Across the listing, count the lines that include the string "roads". Give nothing besides the number.

EXERCISE DATA>
_____
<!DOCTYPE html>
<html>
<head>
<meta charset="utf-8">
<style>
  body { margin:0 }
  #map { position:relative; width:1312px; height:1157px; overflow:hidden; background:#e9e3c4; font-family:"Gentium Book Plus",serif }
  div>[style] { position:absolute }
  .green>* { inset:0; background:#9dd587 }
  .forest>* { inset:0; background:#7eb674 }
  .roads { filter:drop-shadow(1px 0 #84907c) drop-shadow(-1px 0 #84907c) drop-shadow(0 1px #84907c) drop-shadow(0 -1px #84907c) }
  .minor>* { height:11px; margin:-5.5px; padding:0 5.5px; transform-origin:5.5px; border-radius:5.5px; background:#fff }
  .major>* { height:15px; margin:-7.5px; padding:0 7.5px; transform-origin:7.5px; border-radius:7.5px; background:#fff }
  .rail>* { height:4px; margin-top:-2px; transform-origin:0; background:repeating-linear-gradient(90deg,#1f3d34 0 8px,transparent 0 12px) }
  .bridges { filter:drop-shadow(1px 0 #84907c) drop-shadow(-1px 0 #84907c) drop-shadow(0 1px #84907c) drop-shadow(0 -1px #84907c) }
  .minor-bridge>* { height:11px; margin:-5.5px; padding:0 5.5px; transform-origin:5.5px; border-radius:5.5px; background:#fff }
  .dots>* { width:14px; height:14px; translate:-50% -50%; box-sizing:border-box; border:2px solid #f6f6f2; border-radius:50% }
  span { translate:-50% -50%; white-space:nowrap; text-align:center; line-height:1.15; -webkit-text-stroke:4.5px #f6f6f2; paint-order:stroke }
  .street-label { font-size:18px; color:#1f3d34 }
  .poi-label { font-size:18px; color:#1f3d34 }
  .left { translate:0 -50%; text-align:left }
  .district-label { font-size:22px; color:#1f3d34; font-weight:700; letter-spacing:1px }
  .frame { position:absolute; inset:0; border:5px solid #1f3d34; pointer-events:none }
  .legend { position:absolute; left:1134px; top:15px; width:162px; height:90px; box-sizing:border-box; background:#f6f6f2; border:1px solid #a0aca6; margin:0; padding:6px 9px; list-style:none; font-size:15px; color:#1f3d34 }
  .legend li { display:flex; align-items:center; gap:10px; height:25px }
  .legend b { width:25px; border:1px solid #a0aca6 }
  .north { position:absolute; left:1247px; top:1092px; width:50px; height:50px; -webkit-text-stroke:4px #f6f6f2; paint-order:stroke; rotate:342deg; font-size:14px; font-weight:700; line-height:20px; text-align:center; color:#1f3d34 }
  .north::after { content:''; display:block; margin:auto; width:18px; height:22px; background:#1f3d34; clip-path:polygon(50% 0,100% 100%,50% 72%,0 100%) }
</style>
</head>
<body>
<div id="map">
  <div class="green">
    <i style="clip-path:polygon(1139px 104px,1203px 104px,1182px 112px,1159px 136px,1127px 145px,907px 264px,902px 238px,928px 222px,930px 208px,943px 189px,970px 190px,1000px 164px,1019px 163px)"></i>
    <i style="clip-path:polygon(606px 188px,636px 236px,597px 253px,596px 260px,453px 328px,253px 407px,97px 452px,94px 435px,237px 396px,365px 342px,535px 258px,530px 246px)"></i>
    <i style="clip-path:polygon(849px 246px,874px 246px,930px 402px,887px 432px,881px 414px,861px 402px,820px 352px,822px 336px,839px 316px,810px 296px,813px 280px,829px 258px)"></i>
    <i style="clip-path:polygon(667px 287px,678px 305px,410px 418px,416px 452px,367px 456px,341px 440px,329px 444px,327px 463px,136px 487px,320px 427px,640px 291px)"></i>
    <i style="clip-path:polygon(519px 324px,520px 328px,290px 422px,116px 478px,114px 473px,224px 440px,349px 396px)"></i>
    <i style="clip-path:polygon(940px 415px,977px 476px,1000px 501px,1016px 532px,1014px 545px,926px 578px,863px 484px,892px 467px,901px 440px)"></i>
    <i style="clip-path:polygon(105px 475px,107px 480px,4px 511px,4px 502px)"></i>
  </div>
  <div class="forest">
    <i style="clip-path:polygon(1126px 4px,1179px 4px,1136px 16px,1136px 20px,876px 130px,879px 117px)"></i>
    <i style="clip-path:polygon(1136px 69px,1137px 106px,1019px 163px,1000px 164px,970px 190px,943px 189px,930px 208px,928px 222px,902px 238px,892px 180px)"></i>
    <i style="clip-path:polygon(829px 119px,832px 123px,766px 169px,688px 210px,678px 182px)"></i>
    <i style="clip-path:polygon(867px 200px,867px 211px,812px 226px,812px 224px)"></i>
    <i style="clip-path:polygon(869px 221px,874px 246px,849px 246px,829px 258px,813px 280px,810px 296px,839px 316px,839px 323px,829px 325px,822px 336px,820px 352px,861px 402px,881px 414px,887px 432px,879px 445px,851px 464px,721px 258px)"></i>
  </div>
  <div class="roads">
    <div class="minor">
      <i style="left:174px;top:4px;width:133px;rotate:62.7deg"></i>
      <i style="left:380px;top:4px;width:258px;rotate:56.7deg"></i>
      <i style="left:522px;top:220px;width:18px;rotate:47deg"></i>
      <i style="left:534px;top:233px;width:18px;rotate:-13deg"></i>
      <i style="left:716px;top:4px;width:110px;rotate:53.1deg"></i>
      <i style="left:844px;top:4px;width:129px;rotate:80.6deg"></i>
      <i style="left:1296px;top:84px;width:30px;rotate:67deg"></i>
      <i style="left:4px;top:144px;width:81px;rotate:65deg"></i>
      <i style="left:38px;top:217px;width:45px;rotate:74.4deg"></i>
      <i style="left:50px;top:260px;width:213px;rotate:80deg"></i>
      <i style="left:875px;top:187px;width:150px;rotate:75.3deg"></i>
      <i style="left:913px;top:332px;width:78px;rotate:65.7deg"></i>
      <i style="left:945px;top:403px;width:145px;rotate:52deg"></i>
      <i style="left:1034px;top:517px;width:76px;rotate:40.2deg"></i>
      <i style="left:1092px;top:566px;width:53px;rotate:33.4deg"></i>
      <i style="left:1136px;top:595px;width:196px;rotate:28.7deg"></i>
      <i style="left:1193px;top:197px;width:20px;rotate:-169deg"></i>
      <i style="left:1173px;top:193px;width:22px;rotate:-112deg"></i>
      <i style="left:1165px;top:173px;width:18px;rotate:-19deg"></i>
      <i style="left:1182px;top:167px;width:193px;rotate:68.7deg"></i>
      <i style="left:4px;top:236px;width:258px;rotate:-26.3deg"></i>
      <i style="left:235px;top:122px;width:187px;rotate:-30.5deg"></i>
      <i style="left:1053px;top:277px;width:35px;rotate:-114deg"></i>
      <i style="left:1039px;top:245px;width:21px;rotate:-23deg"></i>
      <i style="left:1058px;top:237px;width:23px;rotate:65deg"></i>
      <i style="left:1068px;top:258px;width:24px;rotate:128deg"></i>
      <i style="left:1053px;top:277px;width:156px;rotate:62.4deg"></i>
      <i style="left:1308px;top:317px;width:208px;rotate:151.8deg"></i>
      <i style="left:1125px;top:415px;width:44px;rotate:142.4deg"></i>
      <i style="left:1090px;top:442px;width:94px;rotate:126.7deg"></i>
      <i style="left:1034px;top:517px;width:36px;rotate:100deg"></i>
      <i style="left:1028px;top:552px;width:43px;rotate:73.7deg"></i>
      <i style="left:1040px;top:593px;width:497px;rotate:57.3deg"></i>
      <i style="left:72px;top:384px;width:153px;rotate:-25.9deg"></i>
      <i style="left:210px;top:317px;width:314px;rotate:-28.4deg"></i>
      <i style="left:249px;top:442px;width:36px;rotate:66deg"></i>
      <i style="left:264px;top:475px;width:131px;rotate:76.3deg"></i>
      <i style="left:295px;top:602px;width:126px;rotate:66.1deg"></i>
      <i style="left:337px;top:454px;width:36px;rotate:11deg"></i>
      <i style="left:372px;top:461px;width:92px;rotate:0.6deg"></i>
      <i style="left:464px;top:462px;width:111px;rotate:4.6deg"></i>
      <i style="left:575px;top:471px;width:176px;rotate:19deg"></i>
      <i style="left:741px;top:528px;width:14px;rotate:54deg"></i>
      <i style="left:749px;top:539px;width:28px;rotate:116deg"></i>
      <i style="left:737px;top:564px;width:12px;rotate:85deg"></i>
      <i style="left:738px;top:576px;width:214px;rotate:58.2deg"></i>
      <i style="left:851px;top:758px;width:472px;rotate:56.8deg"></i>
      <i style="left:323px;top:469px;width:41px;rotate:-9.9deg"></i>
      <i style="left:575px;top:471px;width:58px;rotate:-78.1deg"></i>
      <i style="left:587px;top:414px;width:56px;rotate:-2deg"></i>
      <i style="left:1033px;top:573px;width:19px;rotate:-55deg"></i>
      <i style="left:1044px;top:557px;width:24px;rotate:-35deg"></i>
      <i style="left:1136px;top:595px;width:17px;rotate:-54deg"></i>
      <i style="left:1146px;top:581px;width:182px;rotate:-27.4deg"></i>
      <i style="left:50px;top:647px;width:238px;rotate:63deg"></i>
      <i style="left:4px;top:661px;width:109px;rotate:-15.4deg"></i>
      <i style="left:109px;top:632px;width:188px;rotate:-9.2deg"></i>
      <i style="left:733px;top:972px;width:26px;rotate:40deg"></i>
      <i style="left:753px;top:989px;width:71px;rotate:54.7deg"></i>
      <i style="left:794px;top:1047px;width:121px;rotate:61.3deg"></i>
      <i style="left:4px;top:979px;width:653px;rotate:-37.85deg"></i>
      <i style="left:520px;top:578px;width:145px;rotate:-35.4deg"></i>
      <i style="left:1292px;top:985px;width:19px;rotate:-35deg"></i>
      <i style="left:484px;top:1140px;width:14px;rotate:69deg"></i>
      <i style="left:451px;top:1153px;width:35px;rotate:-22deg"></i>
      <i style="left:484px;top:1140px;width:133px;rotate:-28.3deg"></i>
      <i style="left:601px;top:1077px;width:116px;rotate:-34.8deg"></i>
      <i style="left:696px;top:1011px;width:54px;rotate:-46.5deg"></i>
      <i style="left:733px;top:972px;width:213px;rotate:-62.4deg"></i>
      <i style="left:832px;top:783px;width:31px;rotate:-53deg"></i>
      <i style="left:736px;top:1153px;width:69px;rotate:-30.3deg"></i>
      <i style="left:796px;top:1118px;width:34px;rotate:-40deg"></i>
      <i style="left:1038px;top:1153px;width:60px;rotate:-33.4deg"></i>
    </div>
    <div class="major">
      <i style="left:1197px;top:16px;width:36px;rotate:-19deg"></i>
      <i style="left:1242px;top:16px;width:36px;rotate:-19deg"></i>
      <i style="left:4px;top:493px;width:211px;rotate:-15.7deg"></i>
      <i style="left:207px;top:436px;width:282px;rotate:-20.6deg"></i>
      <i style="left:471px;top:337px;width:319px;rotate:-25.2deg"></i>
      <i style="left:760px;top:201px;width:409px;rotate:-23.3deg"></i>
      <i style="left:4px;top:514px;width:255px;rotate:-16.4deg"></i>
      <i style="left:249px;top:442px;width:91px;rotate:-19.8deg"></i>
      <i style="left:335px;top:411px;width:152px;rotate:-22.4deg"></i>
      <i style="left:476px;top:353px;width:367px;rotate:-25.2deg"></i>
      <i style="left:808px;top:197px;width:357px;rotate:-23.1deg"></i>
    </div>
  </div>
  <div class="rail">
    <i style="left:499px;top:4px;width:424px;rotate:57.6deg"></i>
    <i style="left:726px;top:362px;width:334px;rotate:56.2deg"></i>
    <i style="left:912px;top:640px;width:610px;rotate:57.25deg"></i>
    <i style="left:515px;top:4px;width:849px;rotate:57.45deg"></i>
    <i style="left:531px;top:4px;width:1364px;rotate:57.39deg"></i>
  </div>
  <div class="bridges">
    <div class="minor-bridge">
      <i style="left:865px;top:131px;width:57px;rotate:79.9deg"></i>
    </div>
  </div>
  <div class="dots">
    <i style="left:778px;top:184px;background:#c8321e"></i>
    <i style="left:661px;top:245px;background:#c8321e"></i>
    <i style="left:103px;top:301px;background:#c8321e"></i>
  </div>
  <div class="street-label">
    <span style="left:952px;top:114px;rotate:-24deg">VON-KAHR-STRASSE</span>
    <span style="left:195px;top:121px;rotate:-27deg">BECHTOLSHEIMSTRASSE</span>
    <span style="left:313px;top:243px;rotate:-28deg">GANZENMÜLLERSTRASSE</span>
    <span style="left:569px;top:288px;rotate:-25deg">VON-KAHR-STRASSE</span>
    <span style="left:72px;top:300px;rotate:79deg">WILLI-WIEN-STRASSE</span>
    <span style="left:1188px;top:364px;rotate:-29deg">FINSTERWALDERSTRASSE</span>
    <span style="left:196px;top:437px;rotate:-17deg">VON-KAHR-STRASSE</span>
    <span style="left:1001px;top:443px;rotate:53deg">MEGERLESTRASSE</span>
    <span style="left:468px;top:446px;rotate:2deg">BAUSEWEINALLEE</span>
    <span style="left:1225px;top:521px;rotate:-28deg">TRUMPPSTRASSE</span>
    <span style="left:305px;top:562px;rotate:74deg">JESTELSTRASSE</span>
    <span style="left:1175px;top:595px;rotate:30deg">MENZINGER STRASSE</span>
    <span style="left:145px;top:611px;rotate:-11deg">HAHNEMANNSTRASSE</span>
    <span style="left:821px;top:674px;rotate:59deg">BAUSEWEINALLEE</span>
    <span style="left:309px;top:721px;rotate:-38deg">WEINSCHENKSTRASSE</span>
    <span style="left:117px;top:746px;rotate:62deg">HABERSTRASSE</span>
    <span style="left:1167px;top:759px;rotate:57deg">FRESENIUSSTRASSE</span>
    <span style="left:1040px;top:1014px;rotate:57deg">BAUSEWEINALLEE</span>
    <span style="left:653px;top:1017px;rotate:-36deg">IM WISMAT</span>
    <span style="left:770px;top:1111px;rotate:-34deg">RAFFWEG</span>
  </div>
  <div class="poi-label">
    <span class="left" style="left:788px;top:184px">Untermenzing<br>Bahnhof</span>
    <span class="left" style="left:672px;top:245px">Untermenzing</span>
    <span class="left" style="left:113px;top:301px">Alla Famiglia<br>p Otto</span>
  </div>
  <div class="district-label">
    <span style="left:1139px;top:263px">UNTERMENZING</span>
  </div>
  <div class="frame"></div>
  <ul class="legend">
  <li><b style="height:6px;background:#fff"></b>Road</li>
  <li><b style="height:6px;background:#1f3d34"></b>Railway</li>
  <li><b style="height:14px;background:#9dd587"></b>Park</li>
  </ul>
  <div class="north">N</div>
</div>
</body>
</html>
_____
ANSWER> 2